Montgomery County District Attorney Brett W. Ligon’s petition for a writ of mandamus to compel state District Judge Kelly W. Case to assess court costs against the defendants convicted in his court was granted by the Court mere hours after the timeline to respond had closed.
In the petition filed in the Beaumont court of appeals, Ligon complained that Judge Case has been omitting the statutory court costs from the judgments of conviction when he sentences defendants to terms of imprisonment or confinement in jail. Texas statutes require that the court costs be assessed against the convicted defendants, and appellate courts have held that a judge has no discretion to waive the assessment of costs imposed by law.
Ligon filed motions to amend several judgments of conviction to include the court costs required by statute, and he filed the petition for a writ of mandamus only after Judge Case denied those motions. A petition for writ of mandamus is the vehicle by which a prosecuting attorney can ask an appellate court to overturn an unlawful order by a trial court judge.
While these defendants may currently lack the ability to pay court costs, the Montgomery County collections office works with defendants to establish payment plans, after their release from custody, in order to satisfy their financial obligations. Defendants who default on their obligations, without good reason, may face non-renewal of their driver’s licenses.
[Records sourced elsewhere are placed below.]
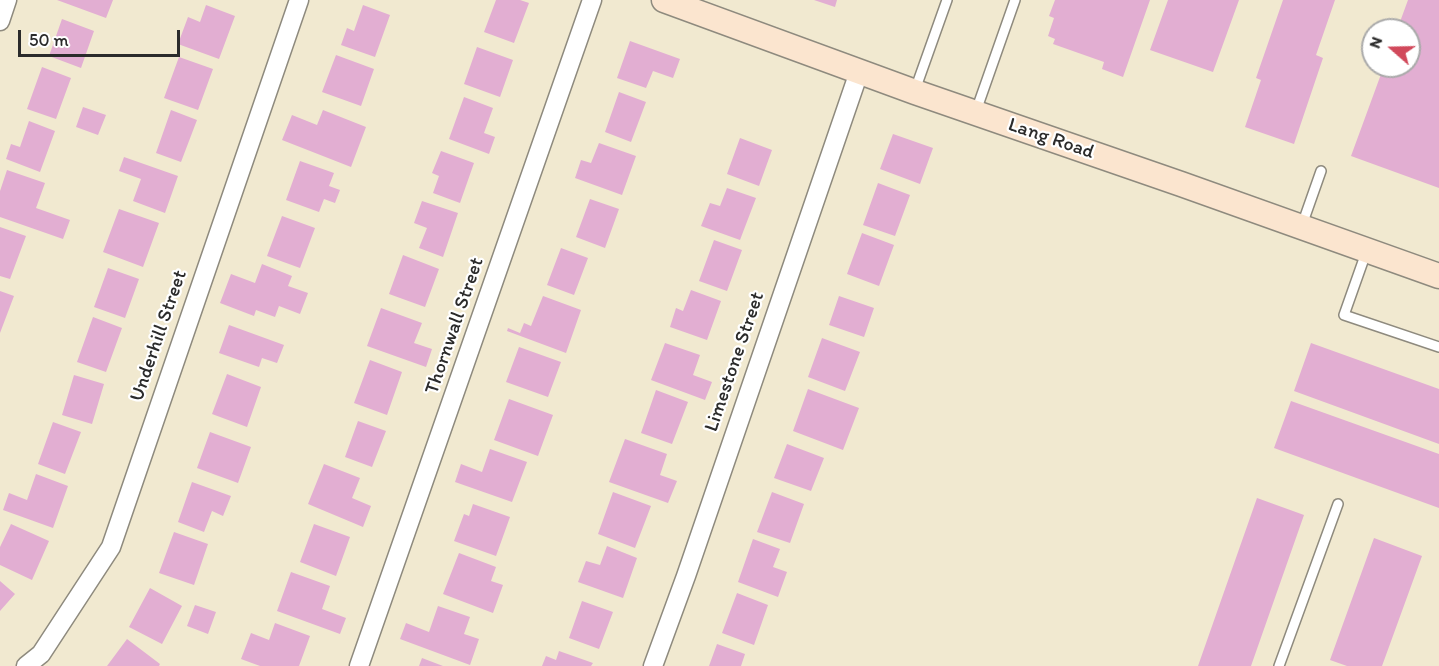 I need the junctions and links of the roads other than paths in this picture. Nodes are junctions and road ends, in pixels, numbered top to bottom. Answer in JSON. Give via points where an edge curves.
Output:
{"nodes":[{"id":1,"x":7,"y":0,"type":"edge"},
{"id":2,"x":299,"y":0,"type":"edge"},
{"id":3,"x":592,"y":0,"type":"edge"},
{"id":4,"x":664,"y":0,"type":"edge"},
{"id":5,"x":947,"y":0,"type":"edge"},
{"id":6,"x":1015,"y":0,"type":"edge"},
{"id":7,"x":0,"y":21,"type":"edge"},
{"id":8,"x":859,"y":72,"type":"junction"},
{"id":9,"x":915,"y":92,"type":"junction"},
{"id":10,"x":976,"y":113,"type":"junction"},
{"id":11,"x":1321,"y":171,"type":"dead end"},
{"id":12,"x":1302,"y":227,"type":"junction"},
{"id":13,"x":1367,"y":250,"type":"junction"},
{"id":14,"x":1439,"y":276,"type":"edge"},
{"id":15,"x":1439,"y":346,"type":"edge"},
{"id":16,"x":1338,"y":504,"type":"dead end"},
{"id":17,"x":26,"y":666,"type":"edge"},
{"id":18,"x":359,"y":666,"type":"edge"},
{"id":19,"x":653,"y":666,"type":"edge"},
{"id":20,"x":1279,"y":666,"type":"edge"}],
"edges":[{"from":1,"to":7,"type":"street"},
{"from":2,"to":17,"type":"street","name":"Underhill Street","via":[[111,547],[41,654]]},
{"from":3,"to":18,"type":"street","name":"Thornwall Street"},
{"from":4,"to":8,"type":"street","name":"Lang Road"},
{"from":5,"to":9,"type":"lane"},
{"from":6,"to":10,"type":"lane"},
{"from":8,"to":9,"type":"street","name":"Lang Road"},
{"from":8,"to":19,"type":"street","name":"Limestone Street"},
{"from":9,"to":10,"type":"street","name":"Lang Road"},
{"from":10,"to":12,"type":"street","name":"Lang Road"},
{"from":11,"to":12,"type":"lane"},
{"from":12,"to":13,"type":"street","name":"Lang Road"},
{"from":13,"to":14,"type":"street","name":"Lang Road"},
{"from":13,"to":15,"type":"lane","via":[[1344,315]]},
{"from":16,"to":20,"type":"lane"}]}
“Judge Case continued to disregard the law on assessing mandatory court costs and fees, stating that it was ‘nickel and diming’ defendants,” said District Attorney Brett Ligon. “The law requires that defendants bear some of the cost of the criminal justice system that they create the necessity for. It is unlawful and fundamentally unfair to pass thousands of dollars in costs on to the taxpayer, and it is my constitutional duty to file a mandamus when a judge attempts to let criminals shirk this responsibility. The appellate court returned an opinion in record time ordering Judge Case to follow the law and make these defendants pay.”
This marks the second mandamus action that has been filed and granted against Judge Case in his short tenure as the judge of the 9th District Court. The Court of Appeals previously blocked an unlawful order by Judge Case that Barbara Adamick, the Montgomery County District Clerk, turn over confidential juror information in a criminal case based on assertions by a local defense attorney that an African American defendant could not get a fair trial in Montgomery County.